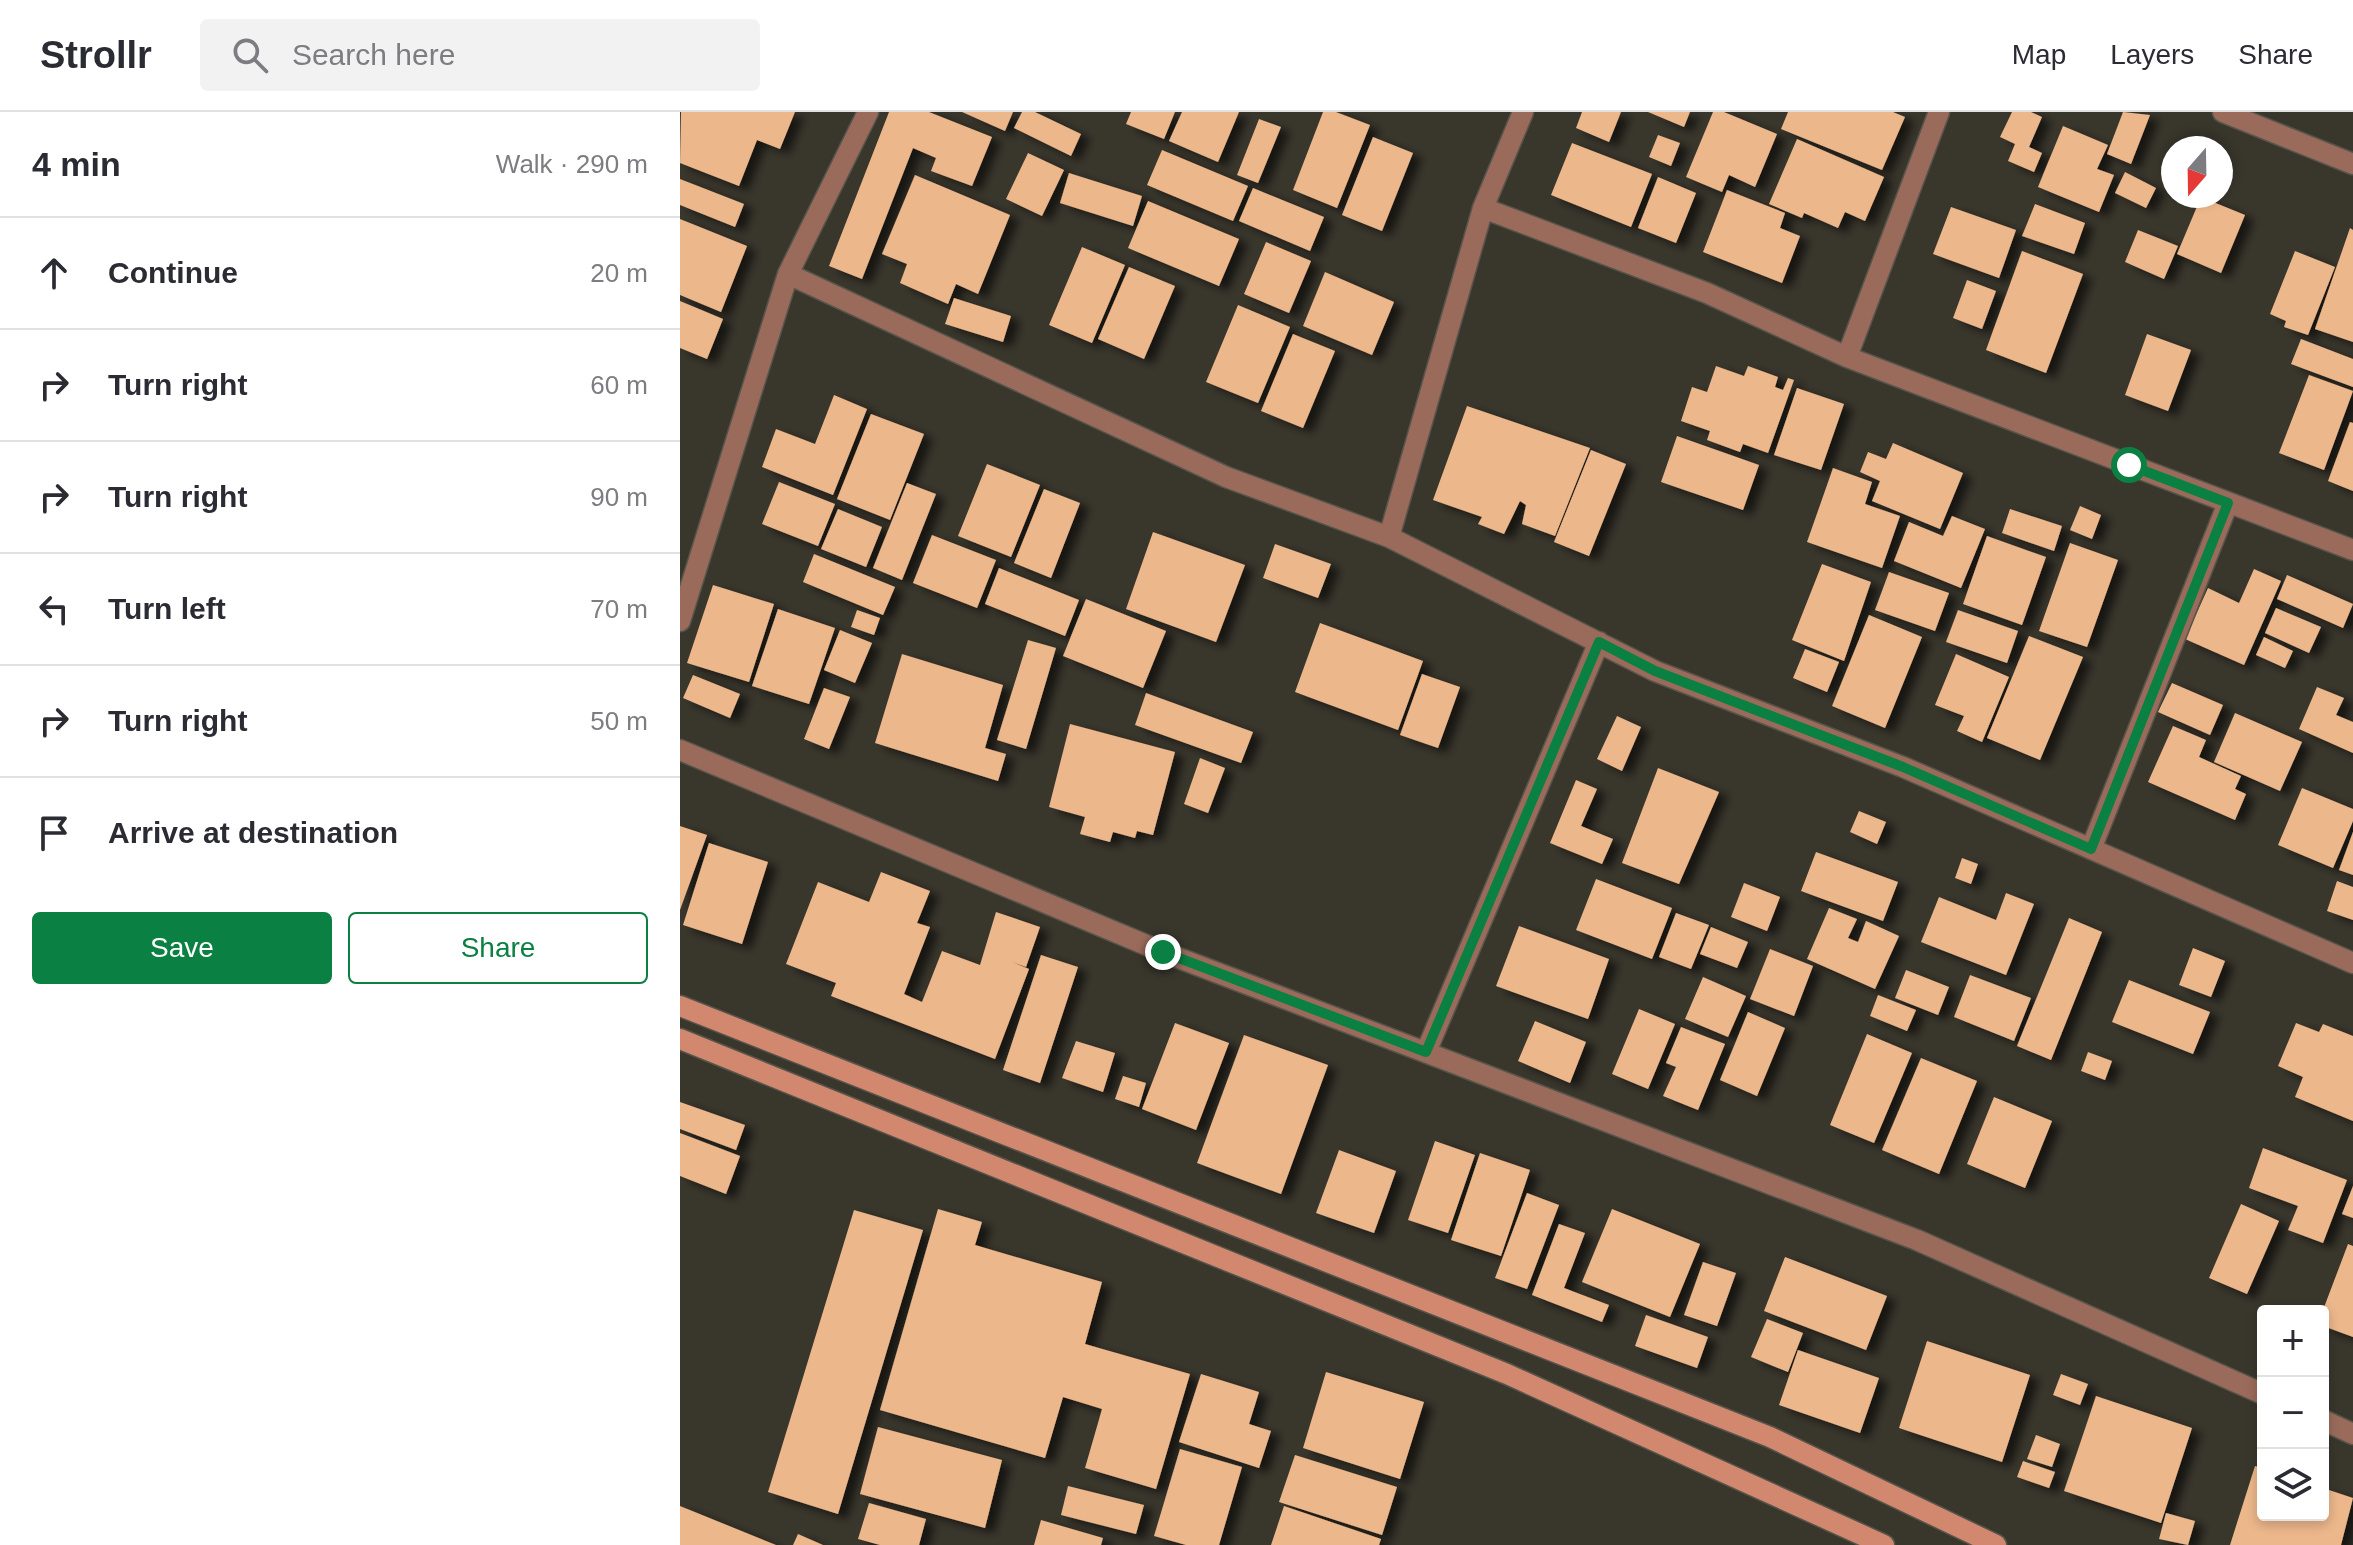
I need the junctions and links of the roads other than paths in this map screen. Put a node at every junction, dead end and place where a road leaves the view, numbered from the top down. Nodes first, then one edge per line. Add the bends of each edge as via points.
1 (868, 112) edge
2 (1523, 112) edge
3 (1939, 112) edge
4 (2223, 112) edge
5 (2353, 164) edge
6 (1483, 208) junction
7 (788, 274) junction
8 (1847, 357) junction
9 (2228, 503) junction
10 (1389, 537) junction
11 (2353, 550) edge
12 (680, 621) edge
13 (1599, 642) junction
14 (680, 750) edge
15 (2091, 849) junction
16 (2353, 963) edge
17 (680, 1006) edge
18 (680, 1039) edge
19 (1426, 1052) junction
20 (2257, 1391) edge
21 (2329, 1423) edge
22 (2353, 1434) edge
23 (1884, 1545) edge
24 (1996, 1545) edge

1 - 7 street
2 - 6 street
3 - 8 street
4 - 5 street
6 - 8 street via 1707,293
6 - 10 street
7 - 10 street via 1226,477
7 - 12 street
8 - 9 street
9 - 11 street
9 - 15 street
10 - 13 street
13 - 15 street via 1655,671 1903,767
13 - 19 street
14 - 19 street via 1163,952
15 - 16 street
17 - 24 street via 1770,1437
18 - 23 street via 1507,1374
19 - 20 street via 1917,1240
21 - 22 street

------

> **WORK ORDER**:
Once the pictures are set aside, restate the remaining data above exactly.

> **COMPLETED EXERCISE**:
I need the junctions and links of the roads other than paths in this map screen. Put a node at every junction, dead end and place where a road leaves the view, numbered from the top down. Nodes first, then one edge per line. Add the bends of each edge as via points.
1 (868, 112) edge
2 (1523, 112) edge
3 (1939, 112) edge
4 (2223, 112) edge
5 (2353, 164) edge
6 (1483, 208) junction
7 (788, 274) junction
8 (1847, 357) junction
9 (2228, 503) junction
10 (1389, 537) junction
11 (2353, 550) edge
12 (680, 621) edge
13 (1599, 642) junction
14 (680, 750) edge
15 (2091, 849) junction
16 (2353, 963) edge
17 (680, 1006) edge
18 (680, 1039) edge
19 (1426, 1052) junction
20 (2257, 1391) edge
21 (2329, 1423) edge
22 (2353, 1434) edge
23 (1884, 1545) edge
24 (1996, 1545) edge

1 - 7 street
2 - 6 street
3 - 8 street
4 - 5 street
6 - 8 street via 1707,293
6 - 10 street
7 - 10 street via 1226,477
7 - 12 street
8 - 9 street
9 - 11 street
9 - 15 street
10 - 13 street
13 - 15 street via 1655,671 1903,767
13 - 19 street
14 - 19 street via 1163,952
15 - 16 street
17 - 24 street via 1770,1437
18 - 23 street via 1507,1374
19 - 20 street via 1917,1240
21 - 22 street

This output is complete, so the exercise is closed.